By that time, the situation may have already moved from “tough” to “hopeless,” since fully-equipped teams have had trouble stopping the Black Bears this season.
Grumet-Morris was able to stop one shot after that — with his leg, not Lannon’s stick — but the puck soon came out to Maine’s Colin Shields at the left point. Sheilds’ eyes undoubtedly got as wide as the puck, which he promptly blasted past Grumet-Morris and Lannon, who were falling over one another in a feeble attempt to get in front of the shot.
Frustrated, Grumet-Morris tossed Lannon’s stick aside.
The count: Maine 3, Harvard 0.
“That was a crazy goal,” said Maine coach Tim Whitehead, whose second-ranked team is now 13-1-2. “I don’t know when you’re going to see that again.”
The Crimson outscored (2-1) and outshot (21-17) its host the rest of the game, but in the end it was the Black Bears’ three goals in the game’s first 15:03 — two on the power play — that made the difference.
“We knew coming in how good their power play was,” said Harvard coach Mark Mazzoleni. “So when you take five penalties in the first period and they pop two power-play goals, that’s tough to come back from. We dug ourselves a major hole.
“But I like the way we competed. From the second period on, it was a 2-1 game. But that’s the second period on. You have to play three periods to win a hockey game.”
Whitehead, on the other hand, had a feeling his team would come out strong from the beginning.
“The guys have been looking forward to this one for awhile,” Whitehead said. “We have a lot of respect for Harvard, and we played them in the NCAA tournament last year. And we only get to play down here in Portland once a year, so it’s very important that we put on a good showing while we’re here.”
The Black Bears showed especially well in the early going, taking a 1-0 lead just 45 seconds into the game on Shields’s first of the afternoon before moving ahead 2-0 at 9:31 on a goal from Kariya. After Shields took advantage of the short-sticked Harvard penalty kill, Maine had a three-goal lead after the first.

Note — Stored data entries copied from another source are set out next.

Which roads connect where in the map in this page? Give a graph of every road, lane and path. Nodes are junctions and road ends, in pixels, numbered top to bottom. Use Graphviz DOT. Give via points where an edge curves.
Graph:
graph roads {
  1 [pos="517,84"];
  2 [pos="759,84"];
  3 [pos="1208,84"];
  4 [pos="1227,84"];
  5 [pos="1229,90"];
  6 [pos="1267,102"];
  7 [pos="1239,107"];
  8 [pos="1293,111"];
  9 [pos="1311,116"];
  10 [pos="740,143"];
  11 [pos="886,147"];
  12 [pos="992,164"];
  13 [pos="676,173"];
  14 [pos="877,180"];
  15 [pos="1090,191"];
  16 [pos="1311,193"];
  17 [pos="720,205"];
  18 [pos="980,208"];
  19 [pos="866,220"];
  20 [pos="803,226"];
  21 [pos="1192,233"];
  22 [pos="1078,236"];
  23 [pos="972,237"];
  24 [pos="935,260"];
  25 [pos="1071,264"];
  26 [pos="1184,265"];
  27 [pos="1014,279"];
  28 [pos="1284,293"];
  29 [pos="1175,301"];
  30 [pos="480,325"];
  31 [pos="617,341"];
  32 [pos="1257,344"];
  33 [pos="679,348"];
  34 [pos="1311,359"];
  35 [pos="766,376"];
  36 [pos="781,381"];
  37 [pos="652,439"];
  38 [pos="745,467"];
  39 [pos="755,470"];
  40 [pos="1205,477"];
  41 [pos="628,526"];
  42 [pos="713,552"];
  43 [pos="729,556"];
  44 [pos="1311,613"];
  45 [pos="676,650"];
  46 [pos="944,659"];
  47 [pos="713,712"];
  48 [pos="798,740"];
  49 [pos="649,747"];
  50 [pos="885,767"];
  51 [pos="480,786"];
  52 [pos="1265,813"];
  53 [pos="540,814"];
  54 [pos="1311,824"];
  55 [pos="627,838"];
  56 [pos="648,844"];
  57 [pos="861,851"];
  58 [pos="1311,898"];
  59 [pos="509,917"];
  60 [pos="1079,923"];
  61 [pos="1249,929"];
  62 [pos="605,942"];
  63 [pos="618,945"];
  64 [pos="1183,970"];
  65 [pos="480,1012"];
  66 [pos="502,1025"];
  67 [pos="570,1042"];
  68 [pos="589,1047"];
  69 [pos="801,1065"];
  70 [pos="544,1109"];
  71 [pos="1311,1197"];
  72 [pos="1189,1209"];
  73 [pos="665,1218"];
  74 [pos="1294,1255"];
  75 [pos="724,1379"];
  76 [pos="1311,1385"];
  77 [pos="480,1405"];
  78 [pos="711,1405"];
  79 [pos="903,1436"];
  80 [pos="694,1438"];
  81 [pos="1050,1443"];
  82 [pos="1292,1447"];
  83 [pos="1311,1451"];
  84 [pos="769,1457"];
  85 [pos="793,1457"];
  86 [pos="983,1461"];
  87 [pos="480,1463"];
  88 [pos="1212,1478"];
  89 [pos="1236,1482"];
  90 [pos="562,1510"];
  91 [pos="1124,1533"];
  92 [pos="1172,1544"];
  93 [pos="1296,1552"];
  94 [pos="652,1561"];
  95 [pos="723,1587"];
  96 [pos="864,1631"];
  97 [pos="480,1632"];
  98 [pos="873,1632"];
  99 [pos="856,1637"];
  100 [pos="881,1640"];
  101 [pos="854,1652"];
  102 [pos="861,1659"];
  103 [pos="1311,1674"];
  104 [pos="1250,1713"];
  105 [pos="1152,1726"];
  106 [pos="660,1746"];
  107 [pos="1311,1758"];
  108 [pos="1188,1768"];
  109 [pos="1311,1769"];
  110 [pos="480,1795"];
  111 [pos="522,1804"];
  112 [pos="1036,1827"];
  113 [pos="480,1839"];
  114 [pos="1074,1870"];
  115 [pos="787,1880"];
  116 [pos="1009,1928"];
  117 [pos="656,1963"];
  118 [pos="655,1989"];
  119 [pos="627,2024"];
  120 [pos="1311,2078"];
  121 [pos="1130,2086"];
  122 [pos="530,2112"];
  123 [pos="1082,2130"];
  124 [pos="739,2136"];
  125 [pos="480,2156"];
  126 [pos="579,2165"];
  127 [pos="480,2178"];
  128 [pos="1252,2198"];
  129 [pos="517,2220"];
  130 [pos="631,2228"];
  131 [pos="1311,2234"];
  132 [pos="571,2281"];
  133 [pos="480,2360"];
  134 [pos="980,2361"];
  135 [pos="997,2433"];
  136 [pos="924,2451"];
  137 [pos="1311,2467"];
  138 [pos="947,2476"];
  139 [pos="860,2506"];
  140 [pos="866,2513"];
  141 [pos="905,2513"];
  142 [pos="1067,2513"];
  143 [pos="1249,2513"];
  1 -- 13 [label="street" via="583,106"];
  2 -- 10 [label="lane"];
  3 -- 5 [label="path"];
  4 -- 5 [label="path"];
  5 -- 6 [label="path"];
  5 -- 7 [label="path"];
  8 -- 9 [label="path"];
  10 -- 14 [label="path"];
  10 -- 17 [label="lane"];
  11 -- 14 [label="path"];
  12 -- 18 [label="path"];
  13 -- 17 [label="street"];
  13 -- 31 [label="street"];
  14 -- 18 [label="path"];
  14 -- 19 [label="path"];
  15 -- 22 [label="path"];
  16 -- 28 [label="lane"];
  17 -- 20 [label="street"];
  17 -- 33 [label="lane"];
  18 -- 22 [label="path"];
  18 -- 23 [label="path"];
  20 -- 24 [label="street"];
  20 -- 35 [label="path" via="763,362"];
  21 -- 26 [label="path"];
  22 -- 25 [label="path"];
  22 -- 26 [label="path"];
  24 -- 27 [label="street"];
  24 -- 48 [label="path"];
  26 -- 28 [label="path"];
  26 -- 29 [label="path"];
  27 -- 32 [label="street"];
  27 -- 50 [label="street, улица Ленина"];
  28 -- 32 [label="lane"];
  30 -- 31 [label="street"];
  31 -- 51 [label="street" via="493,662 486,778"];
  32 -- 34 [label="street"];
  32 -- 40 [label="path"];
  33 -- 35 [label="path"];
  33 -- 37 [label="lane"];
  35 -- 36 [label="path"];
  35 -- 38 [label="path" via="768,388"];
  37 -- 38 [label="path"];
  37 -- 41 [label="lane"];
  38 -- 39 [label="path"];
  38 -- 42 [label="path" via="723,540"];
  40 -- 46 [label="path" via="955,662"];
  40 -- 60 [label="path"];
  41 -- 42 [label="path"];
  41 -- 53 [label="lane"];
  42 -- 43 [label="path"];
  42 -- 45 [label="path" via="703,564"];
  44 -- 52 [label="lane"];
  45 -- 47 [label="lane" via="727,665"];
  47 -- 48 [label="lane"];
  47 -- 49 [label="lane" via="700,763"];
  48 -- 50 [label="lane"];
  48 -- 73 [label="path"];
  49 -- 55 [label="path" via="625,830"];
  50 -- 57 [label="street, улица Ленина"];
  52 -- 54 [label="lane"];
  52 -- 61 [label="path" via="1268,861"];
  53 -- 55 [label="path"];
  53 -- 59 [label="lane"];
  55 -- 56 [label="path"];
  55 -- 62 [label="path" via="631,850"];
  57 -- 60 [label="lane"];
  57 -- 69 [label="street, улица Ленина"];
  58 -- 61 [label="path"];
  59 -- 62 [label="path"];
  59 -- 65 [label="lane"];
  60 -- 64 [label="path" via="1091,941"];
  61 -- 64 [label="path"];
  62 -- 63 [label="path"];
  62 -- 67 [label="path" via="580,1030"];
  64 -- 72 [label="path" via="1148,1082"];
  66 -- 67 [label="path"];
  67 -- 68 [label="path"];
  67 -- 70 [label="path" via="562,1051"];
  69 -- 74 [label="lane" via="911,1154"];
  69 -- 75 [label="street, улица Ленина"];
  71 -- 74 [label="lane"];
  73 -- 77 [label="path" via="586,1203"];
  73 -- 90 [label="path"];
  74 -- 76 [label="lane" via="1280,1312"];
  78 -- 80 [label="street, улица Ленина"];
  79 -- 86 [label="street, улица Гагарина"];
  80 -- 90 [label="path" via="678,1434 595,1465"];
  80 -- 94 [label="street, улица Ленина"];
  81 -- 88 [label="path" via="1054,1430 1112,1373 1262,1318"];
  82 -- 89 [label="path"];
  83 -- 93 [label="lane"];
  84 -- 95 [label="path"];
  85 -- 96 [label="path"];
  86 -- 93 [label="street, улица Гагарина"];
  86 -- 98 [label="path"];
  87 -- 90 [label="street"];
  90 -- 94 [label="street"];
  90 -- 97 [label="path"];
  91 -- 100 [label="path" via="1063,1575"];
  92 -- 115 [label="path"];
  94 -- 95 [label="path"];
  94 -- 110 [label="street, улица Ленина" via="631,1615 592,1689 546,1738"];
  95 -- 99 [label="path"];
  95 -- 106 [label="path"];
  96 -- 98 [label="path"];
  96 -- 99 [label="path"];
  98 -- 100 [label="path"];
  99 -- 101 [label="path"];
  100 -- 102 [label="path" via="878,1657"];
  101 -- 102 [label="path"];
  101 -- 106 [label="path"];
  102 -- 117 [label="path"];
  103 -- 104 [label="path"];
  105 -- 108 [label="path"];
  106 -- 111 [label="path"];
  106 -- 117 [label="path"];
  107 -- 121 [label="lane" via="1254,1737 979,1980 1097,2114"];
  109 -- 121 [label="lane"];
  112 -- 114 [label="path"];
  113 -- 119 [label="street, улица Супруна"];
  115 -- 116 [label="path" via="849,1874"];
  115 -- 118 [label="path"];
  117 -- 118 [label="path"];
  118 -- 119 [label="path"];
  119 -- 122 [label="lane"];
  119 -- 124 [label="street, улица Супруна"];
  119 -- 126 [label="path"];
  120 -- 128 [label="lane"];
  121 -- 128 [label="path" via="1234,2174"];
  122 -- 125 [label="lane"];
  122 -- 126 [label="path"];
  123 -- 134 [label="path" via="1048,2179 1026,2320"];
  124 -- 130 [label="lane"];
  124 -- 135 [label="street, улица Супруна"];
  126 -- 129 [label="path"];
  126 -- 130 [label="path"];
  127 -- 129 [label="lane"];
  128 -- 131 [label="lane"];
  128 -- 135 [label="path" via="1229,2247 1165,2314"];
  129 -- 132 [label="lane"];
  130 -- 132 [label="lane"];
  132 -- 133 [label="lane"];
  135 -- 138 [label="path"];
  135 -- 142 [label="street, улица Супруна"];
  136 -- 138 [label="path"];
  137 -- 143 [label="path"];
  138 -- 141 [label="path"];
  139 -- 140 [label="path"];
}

“I really liked that first period,” Whitehead said. “We kept the pressure on them, and that was the key. Sometimes you score a very early one like that and tend to disarm a little, but I didn’t feel we reacted that way. We continued to play hard.”
The Crimson drew to 3-1 with 9:54 left in an evenly-played second period on Kenny Turano’s first goal of the season, a one-timer from the slot off an assist from Tom Cavanagh.
Turano, who had not played since Nov. 29, was in the lineup in place of junior Dennis Packard, out indefinitely with a hand injury.
“He gave us a big spark,” Mazzoleni said of Turano, who broke his finger later in the game. “We needed it at that point.”
But Maine, whose only loss came to third-ranked Colorado College on Oct. 18, went back up by three goals about four minutes later, when Francis Nault’s shot from the left point beat the butterflying Grumet-Morris.
Harvard, though, kept skating stride-for-stride with the Black Bears and cut the lead to 4-2 when Moore skated across the blue line and tucked a wrister underneath the crossbar at 5:23 of the third. The Crimson had ‘Grade A’ chances down the stretch, but World Juniors-bound Jimmy Howard (32 saves) turned aside every one of them.
Harvard, which lost for the first time six games, received an equal number of saves from Grumet-Morris.
“I thought they both played fantastic,” Whitehead said of the goaltenders. “There was a lot of up-and-down play.”
Up next for Maine is the marquee game of this season’s batch of holiday tournaments, a showdown with No. 4 Cornell at the Everblades College Classic.
“That game’s going to be similar to what we saw tonight,” Whitehead said. “Cornell is a big, physical team that plays hard, much like Harvard. So it’s not going to get any easier.
“But it will get a little warmer,” Whitehead said with a smile, referring to the tournament’s location in Estero, Fla. “We’re working our way south. First Portland, then Florida.”
Harvard (9-4-1) will also play a ranked opponent in its next game, No. 14 Northern Michigan, as part of the Bank One Badger Showdown in Milwaukee.